In this case, Plaintiff essentially alleges that unspecified Defendants promised to modify her loan if she stopped making payments for three months and then failed to honor the promise. Absent more supporting allegations, one could not plausibly infer that Plaintiff's alleged decision to stop paying making mortgage payments in reliance on this vague promise was justifiable. Nor could one plausibly infer that this alleged misrepresentation caused Plaintiff's alleged damages. What is more, Plaintiff has failed to plead her fraud claim with particularity. Minimally, Plaintiff has not adequately alleged the time or place of the misrepresentation, who made it, and what that person or entity gained thereby. For these reasons, Plaintiff's fraud claim fails as a matter of law.

D. FDCPA

Plaintiff's FDCPA claim fails as a matter of law. Plaintiff's sparse and vague allegations that she requested a debt validation and received no response is insufficient to support a plausible inference that she complied with the procedures outlined in 15 U.S.C. § 1692g. See 15 U.S.C. § 1692g(b); cf. Brown v. Bank of Am., N.A., Civil Action No. AW-10-cv-1661, 2012 WL 380145, at *5 (D. Md. Feb. 3, 2012). Furthermore, Plaintiff's claim would fail as a matter of law to the extent she bases it on Defendants' initiation of the state foreclosure proceedings. See Reid v. New Century Mortg. Corp., Civil Action No. 8:12-cv-02083-AW, 2012 WL 6562887, at *5 (D. Md. Dec. 13, 2012). Accordingly, Plaintiff has failed to plead a facially plausible FDCPA claim.

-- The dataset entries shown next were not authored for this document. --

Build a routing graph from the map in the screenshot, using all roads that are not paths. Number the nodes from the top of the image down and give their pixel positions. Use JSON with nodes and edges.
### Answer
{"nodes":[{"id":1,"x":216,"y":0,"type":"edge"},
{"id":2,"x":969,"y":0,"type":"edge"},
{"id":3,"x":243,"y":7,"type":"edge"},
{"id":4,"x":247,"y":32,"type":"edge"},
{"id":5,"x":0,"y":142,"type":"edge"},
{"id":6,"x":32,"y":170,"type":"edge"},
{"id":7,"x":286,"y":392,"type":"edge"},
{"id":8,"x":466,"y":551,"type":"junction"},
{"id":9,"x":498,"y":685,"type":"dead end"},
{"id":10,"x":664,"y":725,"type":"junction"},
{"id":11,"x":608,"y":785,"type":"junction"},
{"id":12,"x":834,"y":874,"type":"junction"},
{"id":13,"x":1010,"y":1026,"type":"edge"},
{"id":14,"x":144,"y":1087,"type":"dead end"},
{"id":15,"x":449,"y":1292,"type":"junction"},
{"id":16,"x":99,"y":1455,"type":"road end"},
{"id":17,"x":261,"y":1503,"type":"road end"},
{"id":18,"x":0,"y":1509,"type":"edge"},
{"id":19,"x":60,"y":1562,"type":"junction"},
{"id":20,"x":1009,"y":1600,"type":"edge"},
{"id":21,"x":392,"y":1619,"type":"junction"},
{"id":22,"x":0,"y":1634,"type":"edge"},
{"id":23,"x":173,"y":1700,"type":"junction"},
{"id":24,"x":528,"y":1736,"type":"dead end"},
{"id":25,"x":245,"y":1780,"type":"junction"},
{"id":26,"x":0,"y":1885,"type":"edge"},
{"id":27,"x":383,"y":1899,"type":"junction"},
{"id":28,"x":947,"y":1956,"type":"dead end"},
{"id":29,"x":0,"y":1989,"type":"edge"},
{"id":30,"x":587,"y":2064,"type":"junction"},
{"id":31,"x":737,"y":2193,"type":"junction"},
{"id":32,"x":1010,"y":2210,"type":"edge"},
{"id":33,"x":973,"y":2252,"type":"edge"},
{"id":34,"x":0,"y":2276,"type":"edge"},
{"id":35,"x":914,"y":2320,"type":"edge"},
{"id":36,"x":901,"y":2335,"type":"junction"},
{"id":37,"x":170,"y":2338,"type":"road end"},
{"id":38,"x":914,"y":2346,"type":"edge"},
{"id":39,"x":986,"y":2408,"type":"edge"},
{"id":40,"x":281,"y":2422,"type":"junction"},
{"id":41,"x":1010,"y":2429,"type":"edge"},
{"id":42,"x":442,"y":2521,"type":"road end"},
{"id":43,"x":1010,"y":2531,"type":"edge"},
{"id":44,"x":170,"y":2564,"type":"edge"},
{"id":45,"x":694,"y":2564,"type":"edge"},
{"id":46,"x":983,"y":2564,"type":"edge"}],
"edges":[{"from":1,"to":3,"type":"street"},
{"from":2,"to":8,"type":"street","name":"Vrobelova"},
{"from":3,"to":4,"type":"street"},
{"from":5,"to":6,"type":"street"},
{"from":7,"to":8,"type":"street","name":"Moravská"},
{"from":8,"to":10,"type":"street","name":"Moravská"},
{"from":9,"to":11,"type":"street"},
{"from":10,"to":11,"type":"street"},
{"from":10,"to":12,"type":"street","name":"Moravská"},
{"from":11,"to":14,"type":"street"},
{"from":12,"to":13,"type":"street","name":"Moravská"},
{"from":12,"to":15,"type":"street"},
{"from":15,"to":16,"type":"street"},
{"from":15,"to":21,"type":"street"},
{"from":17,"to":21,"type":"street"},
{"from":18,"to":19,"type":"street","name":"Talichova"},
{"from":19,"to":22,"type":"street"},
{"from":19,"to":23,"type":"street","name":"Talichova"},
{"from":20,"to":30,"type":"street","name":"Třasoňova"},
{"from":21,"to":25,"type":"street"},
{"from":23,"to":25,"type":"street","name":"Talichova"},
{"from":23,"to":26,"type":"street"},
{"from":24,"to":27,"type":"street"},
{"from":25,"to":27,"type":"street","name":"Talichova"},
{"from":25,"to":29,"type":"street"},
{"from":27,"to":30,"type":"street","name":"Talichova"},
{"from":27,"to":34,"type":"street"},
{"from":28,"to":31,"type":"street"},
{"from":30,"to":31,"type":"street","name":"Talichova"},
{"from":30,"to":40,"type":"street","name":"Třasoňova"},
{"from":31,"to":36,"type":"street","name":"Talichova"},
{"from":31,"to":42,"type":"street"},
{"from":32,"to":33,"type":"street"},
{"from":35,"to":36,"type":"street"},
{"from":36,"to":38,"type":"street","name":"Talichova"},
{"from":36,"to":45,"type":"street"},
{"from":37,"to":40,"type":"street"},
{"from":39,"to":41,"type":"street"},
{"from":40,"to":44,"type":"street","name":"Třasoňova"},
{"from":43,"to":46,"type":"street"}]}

E. Federal Civil Rights Violation

Plaintiff's apparent 42 U.S.C. § 1983 claim fails as a matter of law as her allegations fail to sustain a plausible inference that Defendants are state or federal actors. See 42 U.S.C. § 1983 (emphasis added) ("Every person who, under color of any [law] of any State or Territory or the District of Columbia[] subjects... any citizen of the United States or other person within the jurisdiction thereof to the deprivation of any rights... shall be liable to the party...."); Edmonson v. Leesville Concrete Co., Inc., 500 U.S. 614, 619 (1991) (citing Nat. Collegiate Athletic Ass'n v. Tarkanian, 488 U.S. 179, 191 (1988)) ("The Constitution's protections of individual liberty and equal protection apply in general only to action by the government."); Andrews v. Fed. Home Loan Bank of Atlanta, 998 F.2d 214, 216 (4th Cir. 1993) ("In our constitutional scheme, state action doctrine protects the private sector from the restrictions imposed on the conduct of government"). Nor is there any suggestion that the private Defendants share a "sufficiently close nexus'" with state actors such that the actions of the former "may be fairly treated as that of the [s]tate itself.'" See, e.g., Jenkins v. Gaylord Entm't Co., 840 F.Supp.2d 873, 884 (D. Md. 2012) (alteration in original) (quoting Jackson v. Metro. Edison Co., 419 U.S. 345, 351 (1974)). Accordingly, Plaintiff's putative § 1983 claim fails as a matter of law.

F. Remaining Claims

The Court summarily dismisses Plaintiff's remaining claims. The accounting claim is too far afield of Plaintiff's allegations to support a cognizable cause of action. See generally P.V. Props., Inc. v. Rock Creek Village Assocs. Ltd., 549 A.2d 403, 409-11 (Md. Ct. Spec. App. 1988). The quiet title claim fails, inter alia, because state foreclosure proceedings are currently pending to enforce Defendants' rights under the Note and associated documentation. Cf. Md. Code Ann., Real Prop. § 14-108(a). Similarly, the declaratory relief claims fails because, inter alia, the Court would abuse its discretion by exercising jurisdiction this claim in light of the pending state foreclosure proceedings. Cf. Great Am. Ins. Co. of New York v. Day, Civil Action No. 8:13-cv-00231-AW, 2013 WL 2139516, at *1-2 (D. Md. May 14, 2013). Finally, Plaintiff's request for a TRO fails because she has failed to state facially plausible claims, let alone clearly shown a likelihood of success on the merits. See generally Real Truth About Obama, Inc. v. Fed. Election Comm'n, 575 F.3d 342, 346 (4th Cir. 2009) (citing Winter v. Natural Res. Def. Council, Inc., 555 U.S. 7, 22 (2008)).

IV. CONCLUSION

For the foregoing reasons, the Court GRANTS Defendants' Motion to Dismiss and DENIES AS MOOT Defendants' Motion for Leave to File Supplement Exhibit. A separate Order follows.